#### SOURCE MATERIAL

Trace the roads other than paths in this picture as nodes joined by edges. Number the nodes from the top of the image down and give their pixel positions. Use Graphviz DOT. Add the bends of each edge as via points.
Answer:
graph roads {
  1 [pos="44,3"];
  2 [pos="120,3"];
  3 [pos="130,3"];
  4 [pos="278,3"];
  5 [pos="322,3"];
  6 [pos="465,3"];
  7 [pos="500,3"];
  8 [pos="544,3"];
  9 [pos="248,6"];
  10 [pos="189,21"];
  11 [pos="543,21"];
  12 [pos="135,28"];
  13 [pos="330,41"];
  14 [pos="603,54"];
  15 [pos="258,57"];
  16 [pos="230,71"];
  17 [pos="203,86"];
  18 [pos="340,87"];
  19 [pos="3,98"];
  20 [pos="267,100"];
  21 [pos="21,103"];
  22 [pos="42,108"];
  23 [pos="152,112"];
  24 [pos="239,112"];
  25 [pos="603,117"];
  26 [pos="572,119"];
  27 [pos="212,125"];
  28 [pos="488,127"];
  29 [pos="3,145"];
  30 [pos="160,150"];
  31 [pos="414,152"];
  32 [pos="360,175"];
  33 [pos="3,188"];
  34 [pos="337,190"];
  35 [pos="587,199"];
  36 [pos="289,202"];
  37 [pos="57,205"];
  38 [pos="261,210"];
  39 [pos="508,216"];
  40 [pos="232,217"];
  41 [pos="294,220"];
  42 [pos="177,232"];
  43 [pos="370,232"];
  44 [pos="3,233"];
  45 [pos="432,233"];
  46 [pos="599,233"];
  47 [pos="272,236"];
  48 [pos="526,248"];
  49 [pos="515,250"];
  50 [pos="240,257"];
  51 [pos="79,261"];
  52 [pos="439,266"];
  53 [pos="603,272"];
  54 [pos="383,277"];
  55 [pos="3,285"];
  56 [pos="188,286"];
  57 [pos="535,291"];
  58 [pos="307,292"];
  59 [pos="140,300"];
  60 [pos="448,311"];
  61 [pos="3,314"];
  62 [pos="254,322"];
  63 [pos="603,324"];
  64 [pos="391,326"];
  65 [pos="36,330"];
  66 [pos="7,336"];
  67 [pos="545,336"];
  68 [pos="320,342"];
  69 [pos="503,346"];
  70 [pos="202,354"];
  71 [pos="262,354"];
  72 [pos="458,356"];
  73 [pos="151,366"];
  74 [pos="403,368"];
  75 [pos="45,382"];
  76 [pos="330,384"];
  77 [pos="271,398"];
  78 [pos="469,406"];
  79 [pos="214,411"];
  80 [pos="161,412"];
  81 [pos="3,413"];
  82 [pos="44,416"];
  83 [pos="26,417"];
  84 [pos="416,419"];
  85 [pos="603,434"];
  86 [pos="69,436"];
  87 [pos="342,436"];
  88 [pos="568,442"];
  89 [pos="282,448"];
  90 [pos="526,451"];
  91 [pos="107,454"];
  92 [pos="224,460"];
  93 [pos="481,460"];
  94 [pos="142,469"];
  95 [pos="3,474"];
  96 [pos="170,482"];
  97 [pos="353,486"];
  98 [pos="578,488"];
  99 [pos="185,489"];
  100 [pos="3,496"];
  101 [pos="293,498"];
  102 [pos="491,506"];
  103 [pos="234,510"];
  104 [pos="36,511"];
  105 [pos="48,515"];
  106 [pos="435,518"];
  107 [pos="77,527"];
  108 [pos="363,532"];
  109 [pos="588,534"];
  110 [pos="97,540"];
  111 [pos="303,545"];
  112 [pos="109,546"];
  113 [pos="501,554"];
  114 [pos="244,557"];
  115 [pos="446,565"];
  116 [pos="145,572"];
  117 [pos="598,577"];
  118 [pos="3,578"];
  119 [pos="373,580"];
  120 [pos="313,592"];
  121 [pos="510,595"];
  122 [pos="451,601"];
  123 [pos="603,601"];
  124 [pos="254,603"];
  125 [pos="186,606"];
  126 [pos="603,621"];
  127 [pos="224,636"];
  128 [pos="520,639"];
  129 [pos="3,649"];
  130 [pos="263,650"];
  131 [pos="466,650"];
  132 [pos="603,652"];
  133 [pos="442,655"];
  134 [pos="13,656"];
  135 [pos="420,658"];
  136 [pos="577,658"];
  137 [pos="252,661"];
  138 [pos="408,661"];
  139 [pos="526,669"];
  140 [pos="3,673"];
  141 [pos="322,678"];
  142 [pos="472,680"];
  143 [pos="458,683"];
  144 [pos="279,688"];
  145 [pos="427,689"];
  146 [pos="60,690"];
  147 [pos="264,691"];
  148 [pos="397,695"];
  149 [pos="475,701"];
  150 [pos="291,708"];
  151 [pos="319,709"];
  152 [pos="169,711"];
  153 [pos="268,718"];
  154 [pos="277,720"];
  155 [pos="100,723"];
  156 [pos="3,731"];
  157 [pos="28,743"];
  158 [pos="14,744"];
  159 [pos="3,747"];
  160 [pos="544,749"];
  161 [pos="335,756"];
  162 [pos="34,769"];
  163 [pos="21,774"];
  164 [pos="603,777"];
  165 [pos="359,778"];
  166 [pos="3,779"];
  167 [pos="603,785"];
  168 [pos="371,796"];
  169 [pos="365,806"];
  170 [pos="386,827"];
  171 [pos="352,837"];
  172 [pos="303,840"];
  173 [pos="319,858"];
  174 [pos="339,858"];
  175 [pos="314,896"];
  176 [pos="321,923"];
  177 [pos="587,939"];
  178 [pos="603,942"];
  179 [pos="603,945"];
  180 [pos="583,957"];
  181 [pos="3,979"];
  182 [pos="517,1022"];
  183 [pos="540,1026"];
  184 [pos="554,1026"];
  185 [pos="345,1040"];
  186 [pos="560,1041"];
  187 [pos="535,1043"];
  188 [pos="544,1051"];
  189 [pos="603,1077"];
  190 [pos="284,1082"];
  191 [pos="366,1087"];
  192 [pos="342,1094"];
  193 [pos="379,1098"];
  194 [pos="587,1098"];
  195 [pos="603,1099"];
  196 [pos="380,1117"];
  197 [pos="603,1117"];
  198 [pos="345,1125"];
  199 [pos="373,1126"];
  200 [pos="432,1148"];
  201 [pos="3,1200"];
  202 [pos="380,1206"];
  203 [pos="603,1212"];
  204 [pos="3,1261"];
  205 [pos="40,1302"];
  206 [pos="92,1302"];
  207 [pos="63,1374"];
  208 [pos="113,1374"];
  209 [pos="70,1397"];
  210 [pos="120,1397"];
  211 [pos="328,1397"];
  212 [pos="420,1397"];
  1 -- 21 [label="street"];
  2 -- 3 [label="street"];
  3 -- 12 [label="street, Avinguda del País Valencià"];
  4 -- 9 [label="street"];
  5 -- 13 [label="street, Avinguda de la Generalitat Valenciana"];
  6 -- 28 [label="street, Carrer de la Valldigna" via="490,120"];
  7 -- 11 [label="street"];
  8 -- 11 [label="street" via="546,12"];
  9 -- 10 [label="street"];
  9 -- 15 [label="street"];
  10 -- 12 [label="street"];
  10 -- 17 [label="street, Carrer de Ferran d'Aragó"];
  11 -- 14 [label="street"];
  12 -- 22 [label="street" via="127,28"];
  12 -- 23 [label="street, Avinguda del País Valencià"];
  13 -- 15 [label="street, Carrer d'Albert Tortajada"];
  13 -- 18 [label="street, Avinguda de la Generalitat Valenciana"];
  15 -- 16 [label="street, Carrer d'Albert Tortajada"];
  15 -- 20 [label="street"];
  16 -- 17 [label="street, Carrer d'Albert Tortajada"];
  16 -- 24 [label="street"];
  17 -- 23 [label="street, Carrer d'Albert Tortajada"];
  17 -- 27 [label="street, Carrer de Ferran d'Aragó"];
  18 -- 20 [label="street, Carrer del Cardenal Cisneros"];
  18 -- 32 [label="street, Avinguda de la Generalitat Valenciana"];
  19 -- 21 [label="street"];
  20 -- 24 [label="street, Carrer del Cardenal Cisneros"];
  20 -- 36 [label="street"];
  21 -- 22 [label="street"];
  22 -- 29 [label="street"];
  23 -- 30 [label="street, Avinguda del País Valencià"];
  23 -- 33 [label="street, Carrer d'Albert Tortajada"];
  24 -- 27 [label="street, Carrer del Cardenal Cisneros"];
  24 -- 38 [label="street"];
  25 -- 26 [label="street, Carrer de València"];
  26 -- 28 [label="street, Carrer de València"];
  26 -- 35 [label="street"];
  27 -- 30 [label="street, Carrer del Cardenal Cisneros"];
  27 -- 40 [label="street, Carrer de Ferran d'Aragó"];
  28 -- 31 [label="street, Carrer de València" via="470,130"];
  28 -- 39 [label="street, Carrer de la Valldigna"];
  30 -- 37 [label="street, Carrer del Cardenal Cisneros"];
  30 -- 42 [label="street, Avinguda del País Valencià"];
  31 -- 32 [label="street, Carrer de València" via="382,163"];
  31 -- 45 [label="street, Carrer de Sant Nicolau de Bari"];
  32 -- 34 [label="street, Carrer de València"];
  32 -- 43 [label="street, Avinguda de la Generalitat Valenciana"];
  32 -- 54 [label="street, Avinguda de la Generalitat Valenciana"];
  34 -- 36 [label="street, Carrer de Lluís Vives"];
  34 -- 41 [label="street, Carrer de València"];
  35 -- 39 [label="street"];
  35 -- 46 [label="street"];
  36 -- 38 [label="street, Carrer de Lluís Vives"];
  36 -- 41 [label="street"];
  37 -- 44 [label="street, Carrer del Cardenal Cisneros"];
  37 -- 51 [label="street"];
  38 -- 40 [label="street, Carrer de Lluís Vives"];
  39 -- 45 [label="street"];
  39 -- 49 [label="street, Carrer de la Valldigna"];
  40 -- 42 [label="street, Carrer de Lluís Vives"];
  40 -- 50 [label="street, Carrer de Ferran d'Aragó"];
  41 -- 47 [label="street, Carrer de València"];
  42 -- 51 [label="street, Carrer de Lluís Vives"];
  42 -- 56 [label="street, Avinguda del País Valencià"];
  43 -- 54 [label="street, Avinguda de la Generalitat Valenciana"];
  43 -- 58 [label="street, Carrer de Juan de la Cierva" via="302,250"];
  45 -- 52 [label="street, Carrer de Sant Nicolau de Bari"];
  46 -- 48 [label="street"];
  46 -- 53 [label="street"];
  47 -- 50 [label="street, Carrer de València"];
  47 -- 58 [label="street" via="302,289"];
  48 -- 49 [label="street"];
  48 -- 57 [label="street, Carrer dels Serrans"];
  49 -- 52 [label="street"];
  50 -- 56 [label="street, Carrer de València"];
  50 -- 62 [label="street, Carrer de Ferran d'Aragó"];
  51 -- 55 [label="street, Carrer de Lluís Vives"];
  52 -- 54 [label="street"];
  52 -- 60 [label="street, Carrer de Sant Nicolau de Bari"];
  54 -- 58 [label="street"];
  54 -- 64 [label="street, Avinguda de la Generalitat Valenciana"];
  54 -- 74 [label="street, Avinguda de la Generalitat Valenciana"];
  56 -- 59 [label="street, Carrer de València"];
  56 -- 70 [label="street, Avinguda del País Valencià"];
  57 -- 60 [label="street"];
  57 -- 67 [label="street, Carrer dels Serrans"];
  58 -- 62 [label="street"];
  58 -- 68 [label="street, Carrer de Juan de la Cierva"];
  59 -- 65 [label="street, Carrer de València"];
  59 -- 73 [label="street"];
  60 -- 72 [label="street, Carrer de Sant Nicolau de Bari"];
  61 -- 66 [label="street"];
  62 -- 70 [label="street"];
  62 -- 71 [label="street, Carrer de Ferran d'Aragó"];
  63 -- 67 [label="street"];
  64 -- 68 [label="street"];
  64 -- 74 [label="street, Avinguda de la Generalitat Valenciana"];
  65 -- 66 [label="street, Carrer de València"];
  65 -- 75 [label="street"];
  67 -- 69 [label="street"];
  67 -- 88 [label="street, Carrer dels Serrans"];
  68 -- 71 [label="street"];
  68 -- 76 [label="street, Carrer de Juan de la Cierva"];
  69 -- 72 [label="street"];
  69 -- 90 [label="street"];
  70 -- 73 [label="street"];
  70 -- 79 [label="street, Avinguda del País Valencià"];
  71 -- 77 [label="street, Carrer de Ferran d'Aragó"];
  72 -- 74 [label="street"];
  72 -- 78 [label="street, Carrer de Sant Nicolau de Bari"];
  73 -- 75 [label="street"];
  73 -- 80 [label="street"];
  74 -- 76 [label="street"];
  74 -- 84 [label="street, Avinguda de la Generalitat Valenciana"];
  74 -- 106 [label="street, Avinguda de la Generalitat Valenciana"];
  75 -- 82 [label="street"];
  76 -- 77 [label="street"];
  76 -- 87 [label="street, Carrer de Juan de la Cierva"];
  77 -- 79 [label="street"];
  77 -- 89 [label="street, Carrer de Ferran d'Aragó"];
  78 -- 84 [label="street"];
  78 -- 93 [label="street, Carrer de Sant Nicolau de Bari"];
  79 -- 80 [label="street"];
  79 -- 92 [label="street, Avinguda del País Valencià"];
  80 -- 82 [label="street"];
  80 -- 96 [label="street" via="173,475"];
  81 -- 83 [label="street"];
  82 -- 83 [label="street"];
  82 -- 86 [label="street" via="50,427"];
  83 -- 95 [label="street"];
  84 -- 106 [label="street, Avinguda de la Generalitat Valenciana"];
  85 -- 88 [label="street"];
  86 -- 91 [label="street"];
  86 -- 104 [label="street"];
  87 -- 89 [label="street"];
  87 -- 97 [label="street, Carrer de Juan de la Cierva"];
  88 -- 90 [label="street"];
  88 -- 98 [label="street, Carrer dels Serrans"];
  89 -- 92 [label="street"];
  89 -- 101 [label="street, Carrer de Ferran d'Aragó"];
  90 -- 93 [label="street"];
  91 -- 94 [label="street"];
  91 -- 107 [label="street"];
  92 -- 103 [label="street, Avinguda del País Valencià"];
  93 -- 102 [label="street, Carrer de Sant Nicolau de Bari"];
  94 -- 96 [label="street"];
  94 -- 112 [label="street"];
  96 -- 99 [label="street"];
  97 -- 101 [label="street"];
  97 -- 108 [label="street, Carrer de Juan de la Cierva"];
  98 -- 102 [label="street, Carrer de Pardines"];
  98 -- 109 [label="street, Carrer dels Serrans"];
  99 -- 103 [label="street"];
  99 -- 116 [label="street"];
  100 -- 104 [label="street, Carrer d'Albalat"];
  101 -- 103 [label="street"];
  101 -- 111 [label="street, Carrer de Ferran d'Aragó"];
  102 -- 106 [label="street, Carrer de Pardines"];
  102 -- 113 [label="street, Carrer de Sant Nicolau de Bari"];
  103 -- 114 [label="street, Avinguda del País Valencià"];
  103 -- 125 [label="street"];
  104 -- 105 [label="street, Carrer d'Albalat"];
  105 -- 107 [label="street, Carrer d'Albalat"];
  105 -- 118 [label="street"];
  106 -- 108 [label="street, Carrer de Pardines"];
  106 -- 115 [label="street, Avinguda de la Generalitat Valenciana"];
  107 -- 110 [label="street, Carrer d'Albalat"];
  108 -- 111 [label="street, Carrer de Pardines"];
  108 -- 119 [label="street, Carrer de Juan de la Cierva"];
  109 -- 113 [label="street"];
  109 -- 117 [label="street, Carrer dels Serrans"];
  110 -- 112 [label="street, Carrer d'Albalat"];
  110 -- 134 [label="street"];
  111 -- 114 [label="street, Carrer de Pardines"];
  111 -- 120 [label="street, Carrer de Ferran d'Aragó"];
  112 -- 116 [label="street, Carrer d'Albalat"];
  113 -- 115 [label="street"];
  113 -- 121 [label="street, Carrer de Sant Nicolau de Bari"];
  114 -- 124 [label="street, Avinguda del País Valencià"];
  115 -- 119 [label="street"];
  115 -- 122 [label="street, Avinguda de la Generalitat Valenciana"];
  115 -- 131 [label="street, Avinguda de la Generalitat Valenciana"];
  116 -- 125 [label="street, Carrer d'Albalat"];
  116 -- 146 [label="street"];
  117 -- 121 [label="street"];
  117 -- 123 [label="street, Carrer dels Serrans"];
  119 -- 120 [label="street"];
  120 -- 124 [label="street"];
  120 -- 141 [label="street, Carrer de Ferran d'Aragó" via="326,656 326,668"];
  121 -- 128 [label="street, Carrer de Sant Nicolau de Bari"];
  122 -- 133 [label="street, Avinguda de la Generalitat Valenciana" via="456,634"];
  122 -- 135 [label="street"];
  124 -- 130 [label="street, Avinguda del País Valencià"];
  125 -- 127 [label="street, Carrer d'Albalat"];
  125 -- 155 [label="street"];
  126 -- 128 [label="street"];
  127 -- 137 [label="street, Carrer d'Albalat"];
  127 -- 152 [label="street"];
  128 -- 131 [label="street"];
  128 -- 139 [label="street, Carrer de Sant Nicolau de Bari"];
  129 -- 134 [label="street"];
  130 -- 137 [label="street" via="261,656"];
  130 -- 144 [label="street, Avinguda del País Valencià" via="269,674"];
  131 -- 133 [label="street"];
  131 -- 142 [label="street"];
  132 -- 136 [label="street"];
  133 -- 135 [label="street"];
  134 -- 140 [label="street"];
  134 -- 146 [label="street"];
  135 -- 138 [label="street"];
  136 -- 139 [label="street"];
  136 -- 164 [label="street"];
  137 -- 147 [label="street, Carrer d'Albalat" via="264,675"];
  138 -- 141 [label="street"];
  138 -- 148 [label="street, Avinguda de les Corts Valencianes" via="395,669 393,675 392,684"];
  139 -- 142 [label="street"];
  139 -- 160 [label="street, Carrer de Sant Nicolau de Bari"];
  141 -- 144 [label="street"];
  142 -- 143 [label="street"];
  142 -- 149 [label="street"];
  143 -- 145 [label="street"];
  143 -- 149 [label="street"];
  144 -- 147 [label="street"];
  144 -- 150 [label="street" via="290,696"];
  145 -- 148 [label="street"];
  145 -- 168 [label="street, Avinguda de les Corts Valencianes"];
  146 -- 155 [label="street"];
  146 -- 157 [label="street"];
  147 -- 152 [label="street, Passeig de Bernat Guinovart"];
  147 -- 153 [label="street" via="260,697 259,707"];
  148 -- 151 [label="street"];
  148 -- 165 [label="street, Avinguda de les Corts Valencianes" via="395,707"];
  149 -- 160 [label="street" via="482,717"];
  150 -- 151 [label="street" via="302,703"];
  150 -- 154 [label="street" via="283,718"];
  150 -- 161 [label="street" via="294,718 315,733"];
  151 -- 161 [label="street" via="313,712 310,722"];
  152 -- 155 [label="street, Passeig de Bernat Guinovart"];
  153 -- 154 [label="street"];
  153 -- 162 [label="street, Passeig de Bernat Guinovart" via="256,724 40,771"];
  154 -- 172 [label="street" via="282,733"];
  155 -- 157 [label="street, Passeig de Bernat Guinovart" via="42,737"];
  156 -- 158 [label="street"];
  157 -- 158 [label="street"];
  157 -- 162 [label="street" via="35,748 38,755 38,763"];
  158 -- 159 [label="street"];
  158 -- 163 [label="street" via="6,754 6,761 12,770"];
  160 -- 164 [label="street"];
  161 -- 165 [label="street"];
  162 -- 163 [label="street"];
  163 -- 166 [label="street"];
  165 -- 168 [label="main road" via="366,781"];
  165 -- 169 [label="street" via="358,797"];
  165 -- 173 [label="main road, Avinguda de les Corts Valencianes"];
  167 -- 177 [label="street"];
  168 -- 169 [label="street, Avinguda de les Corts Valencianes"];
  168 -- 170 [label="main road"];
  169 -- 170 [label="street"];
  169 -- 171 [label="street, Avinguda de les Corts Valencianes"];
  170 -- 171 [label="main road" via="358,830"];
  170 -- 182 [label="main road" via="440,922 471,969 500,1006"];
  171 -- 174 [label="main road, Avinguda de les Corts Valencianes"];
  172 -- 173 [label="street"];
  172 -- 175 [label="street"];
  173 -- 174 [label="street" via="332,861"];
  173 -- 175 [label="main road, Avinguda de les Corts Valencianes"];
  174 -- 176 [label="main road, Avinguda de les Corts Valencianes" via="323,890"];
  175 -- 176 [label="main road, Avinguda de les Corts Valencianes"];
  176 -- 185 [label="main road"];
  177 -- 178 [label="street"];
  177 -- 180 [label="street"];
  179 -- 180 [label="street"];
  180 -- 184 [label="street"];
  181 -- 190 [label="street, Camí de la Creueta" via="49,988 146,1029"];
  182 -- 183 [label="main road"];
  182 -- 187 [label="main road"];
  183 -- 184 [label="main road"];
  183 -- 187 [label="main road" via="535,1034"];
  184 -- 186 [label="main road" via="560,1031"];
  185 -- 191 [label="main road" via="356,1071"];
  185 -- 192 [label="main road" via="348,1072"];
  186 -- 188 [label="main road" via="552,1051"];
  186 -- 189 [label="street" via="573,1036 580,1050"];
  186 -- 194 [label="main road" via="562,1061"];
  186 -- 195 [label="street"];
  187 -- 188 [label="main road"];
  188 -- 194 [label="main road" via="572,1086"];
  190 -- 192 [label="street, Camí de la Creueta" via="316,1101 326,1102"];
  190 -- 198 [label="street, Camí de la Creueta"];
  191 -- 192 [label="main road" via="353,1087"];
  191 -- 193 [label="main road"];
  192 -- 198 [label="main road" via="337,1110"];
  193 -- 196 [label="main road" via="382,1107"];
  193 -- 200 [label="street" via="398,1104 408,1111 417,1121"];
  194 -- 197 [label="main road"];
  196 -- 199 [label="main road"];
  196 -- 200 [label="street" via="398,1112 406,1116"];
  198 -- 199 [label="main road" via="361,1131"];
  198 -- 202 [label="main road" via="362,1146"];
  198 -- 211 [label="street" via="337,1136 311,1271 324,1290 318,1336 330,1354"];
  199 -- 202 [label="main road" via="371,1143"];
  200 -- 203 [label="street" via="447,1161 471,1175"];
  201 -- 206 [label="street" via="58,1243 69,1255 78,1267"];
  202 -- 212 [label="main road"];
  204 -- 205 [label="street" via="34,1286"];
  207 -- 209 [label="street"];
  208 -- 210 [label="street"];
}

########

WHAT YOU WILL DO
In the data above, copy every line where the string "Passeig" appears.

EXERCISE ANSWER
  147 -- 152 [label="street, Passeig de Bernat Guinovart"];
  152 -- 155 [label="street, Passeig de Bernat Guinovart"];
  153 -- 162 [label="street, Passeig de Bernat Guinovart" via="256,724 40,771"];
  155 -- 157 [label="street, Passeig de Bernat Guinovart" via="42,737"];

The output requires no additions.